Дал гранит веры паутинные трещины, и туда проточилась влага сомнений и гибельный ветер гордыни, когда всяк захотел своим умом прожить и по-своему прочесть Священное Писание. Давно ли Никон воссел на патриаршью стулку, а уж заклубился по Руси вихорь, и в тот клуб дымящийся, как листьев по осени, много закрутило православных душ, коим, пусть и безгреховным, уже рай заказан; и в какую бы пустыньку ни забились они, а уж всё – отвержены от единого тела Христова. Спеши, блаженный Феодор Мезенец, ускорь по земле шаг, чтоб возвестить: «Един Бог, едина вера, едино крещение, един путь спасения...»
Страданиями своими прозрел блаженный: стали вовсе неважными христианам почины и мечтания Никона, ибо их превозмог страх грядущего суда за измену досюльным заповедям; потому и уши оказались закрыты и для добрых слов, исходящих от святителя.
Вся Русь, казалось, оценивала, а после медленно начала откатываться от престольной, погружаться в себя и занимать круговую оборону.
...В Шуйской селитбе дали Феодору компас-маточку, проводника, и за седмицу терпеливого ходу достиг он Кирилловой пустыньки на Суне-реке.
Четыре лета не виделись, а как вечность минула.
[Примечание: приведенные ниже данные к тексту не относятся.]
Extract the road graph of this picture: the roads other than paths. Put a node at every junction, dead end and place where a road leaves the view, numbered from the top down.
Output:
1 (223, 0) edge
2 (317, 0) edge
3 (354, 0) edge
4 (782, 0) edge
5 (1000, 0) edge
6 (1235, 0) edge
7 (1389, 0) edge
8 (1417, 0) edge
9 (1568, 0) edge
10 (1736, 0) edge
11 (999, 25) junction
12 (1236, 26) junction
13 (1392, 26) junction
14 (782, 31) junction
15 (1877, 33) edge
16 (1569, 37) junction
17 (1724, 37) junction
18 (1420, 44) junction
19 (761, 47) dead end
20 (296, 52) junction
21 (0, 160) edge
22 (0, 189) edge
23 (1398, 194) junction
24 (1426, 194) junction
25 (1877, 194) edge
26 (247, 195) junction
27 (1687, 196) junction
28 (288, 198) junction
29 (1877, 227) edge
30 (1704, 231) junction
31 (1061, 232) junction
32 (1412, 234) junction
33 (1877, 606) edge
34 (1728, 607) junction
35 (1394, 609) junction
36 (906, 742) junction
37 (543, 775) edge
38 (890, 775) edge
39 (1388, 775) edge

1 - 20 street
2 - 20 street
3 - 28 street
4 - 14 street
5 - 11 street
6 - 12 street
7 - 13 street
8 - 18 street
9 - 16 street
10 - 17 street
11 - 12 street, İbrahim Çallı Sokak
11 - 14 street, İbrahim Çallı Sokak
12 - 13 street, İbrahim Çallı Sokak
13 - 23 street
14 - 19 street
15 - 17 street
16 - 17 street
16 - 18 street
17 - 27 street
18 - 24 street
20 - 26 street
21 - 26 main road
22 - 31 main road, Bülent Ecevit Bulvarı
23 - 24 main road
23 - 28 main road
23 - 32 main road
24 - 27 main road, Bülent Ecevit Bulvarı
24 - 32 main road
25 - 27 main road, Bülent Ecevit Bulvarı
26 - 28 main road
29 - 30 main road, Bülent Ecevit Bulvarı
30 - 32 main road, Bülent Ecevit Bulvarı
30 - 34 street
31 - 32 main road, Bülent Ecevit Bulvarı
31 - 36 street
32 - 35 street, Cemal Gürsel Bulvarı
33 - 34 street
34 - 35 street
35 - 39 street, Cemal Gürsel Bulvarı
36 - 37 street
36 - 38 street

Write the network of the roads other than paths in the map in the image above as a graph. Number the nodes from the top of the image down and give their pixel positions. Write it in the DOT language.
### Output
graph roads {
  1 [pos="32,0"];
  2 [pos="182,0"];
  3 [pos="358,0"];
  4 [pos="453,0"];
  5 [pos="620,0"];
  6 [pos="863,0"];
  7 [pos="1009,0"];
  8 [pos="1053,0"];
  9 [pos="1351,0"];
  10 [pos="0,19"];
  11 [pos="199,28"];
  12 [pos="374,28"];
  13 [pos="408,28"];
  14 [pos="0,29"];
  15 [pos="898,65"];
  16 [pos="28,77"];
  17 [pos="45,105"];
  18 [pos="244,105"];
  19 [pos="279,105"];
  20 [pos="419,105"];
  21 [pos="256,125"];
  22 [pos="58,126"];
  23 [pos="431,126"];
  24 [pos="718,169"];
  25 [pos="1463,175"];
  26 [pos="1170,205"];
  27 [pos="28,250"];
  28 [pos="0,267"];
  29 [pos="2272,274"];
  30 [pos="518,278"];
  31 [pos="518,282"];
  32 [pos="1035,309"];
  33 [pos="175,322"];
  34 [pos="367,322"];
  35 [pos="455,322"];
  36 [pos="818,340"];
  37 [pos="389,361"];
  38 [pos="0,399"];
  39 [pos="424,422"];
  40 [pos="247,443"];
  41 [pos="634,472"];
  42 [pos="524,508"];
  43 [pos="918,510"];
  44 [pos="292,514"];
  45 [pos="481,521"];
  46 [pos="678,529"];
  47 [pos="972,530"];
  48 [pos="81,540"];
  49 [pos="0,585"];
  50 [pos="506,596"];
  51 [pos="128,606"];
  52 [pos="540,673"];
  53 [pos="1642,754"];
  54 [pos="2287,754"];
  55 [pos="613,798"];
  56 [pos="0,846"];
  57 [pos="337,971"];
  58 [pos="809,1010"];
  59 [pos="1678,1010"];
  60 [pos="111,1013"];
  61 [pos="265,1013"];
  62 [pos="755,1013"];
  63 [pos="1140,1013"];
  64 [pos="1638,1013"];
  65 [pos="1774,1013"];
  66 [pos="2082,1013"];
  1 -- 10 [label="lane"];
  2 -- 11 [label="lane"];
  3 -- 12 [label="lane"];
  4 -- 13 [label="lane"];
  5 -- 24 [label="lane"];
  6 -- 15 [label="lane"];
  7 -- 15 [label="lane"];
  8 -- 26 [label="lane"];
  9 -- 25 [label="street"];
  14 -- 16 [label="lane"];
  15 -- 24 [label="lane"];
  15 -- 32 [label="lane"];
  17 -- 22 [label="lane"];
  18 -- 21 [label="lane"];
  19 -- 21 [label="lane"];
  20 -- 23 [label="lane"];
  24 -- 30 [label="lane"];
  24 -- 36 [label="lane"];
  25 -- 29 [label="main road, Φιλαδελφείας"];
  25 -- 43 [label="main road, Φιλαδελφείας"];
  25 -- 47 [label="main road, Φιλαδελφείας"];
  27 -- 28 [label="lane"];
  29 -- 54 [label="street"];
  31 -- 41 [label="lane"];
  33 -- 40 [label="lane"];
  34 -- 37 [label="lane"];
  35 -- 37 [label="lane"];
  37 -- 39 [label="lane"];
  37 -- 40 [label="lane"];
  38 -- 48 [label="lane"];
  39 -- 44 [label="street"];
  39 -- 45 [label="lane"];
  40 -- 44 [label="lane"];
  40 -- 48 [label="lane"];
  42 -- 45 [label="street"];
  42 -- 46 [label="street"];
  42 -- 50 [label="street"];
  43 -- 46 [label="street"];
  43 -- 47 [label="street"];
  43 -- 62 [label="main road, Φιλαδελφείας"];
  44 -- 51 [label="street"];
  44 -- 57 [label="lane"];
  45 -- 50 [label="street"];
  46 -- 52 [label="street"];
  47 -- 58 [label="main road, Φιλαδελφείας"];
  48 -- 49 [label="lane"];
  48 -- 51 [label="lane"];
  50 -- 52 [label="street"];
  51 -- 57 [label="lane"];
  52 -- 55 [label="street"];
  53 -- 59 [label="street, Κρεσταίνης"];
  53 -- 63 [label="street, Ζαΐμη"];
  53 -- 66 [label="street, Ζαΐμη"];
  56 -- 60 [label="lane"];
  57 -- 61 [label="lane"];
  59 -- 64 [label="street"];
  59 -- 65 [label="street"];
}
«Правда ли, нет, – домогался Феодор у послушника, – что новый учитель ваш безумен и предался дьяволу? Ходят слухи, де, сушеным детским сердчишком причащает вас и тем порошком к сатане привадил?» – «Враки, отче! От злых недругов косоплетки. Мы нашего учителя не похулим. Твердого, святого жития». – «А куда прежний-то девался?» – «Сошел от нас. Преставился. Сам травичкой одной питался и нам наказывал. А травки поемши, не шибко поклонишься», – немногословно ответствовал парнишонко и даже как бы напугался искренности своей, не сболтнул ли лишнего, и при всяком новом вопросе торопливо набавлял шагу. И понял Феодор: железной рукою ведет новый настоятель обитель.